- _Exercise goal_:
Go through the lines below. Copy those with "highway".

[Collected data entries]
════════════════
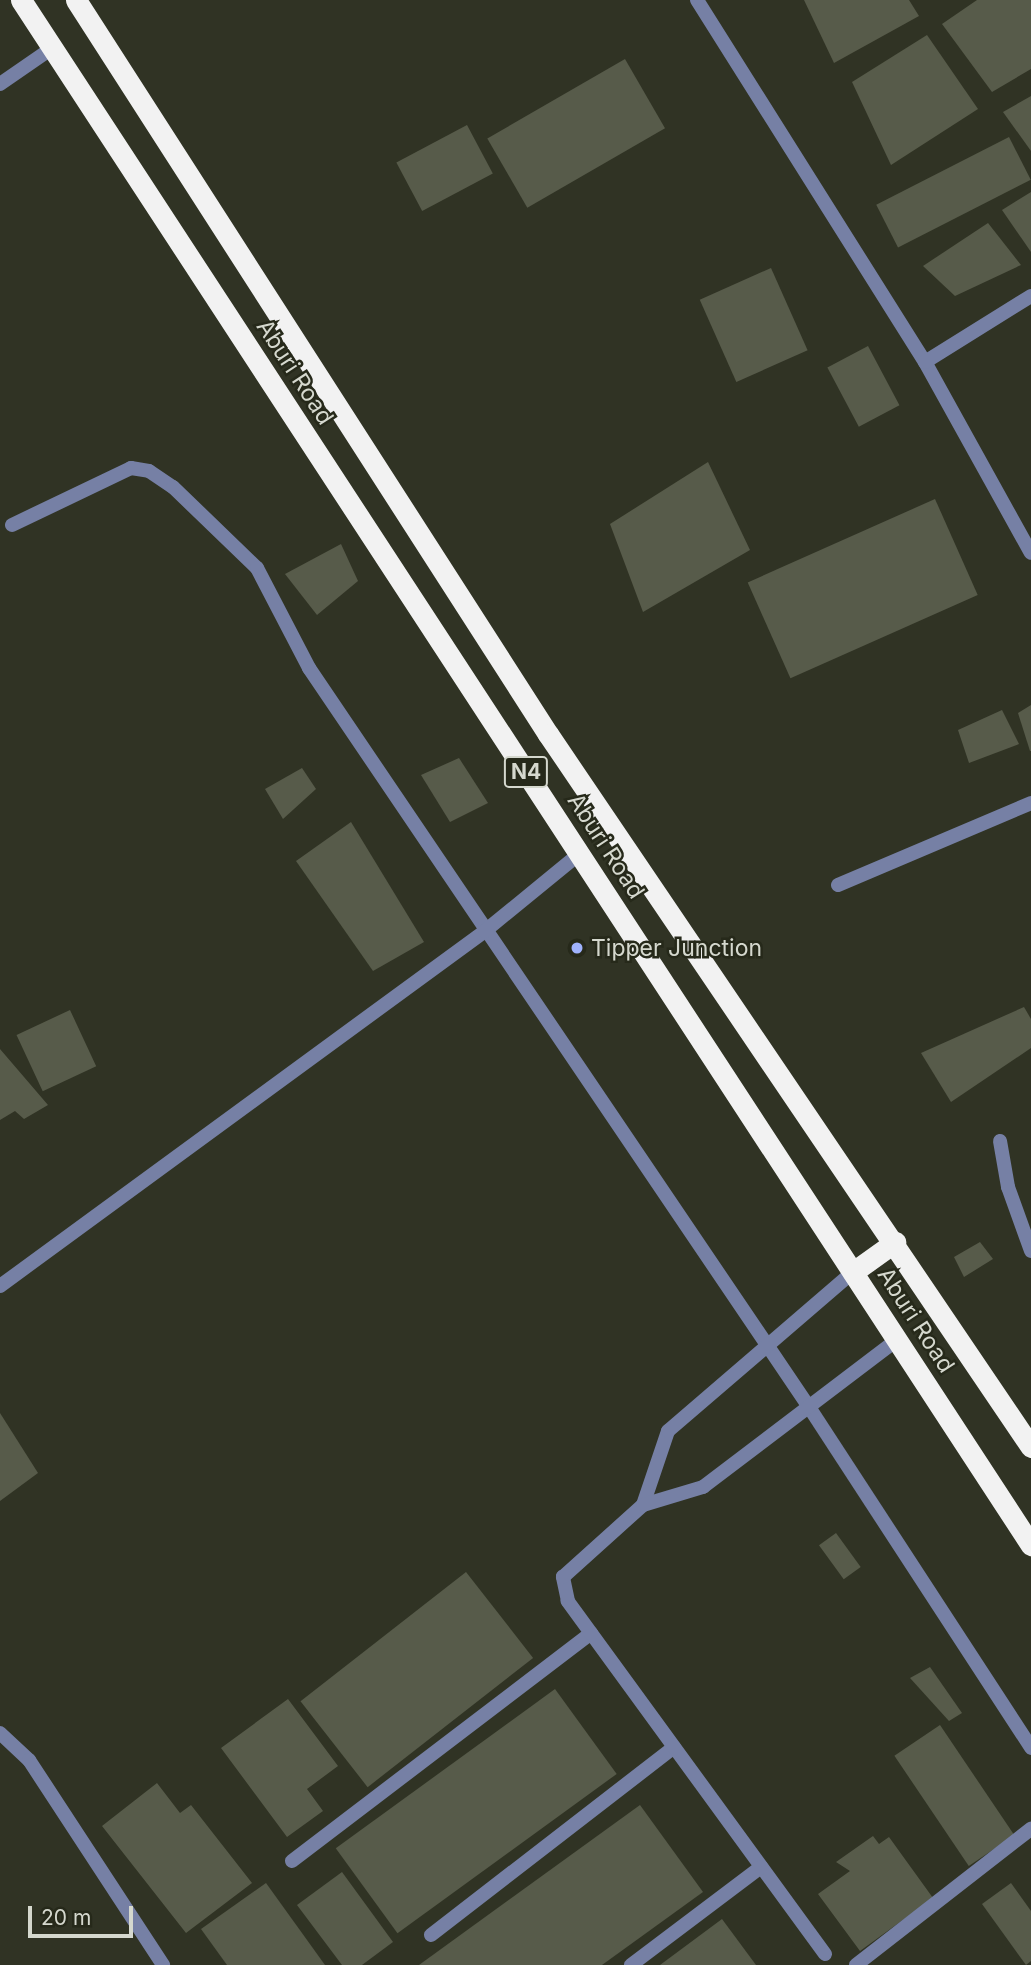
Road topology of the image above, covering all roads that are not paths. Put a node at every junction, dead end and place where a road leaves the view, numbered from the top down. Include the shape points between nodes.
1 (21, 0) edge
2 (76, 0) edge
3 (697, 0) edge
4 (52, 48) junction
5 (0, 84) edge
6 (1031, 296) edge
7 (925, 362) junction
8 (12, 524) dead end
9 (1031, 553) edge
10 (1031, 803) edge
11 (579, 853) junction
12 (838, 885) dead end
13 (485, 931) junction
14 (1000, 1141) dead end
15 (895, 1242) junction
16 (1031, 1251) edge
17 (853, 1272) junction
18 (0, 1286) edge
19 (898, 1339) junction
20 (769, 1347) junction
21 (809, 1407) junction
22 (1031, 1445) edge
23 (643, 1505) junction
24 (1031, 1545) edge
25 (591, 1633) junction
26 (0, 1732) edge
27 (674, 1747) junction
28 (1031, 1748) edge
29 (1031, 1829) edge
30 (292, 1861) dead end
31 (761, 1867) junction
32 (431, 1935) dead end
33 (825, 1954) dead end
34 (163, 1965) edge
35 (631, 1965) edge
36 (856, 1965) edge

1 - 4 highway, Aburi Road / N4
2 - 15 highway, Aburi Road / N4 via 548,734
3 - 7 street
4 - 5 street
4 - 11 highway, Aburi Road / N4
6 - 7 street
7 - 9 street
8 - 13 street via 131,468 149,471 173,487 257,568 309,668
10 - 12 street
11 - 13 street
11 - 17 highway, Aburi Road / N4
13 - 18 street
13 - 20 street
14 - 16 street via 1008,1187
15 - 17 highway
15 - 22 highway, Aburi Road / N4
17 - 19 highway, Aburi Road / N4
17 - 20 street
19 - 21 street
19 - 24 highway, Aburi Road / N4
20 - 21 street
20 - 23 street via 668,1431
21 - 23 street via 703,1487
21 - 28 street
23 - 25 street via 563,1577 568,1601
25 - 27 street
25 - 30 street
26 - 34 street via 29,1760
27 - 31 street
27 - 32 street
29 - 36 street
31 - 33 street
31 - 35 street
════════════════
- _Task result_:
1 - 4 highway, Aburi Road / N4
2 - 15 highway, Aburi Road / N4 via 548,734
4 - 11 highway, Aburi Road / N4
11 - 17 highway, Aburi Road / N4
15 - 17 highway
15 - 22 highway, Aburi Road / N4
17 - 19 highway, Aburi Road / N4
19 - 24 highway, Aburi Road / N4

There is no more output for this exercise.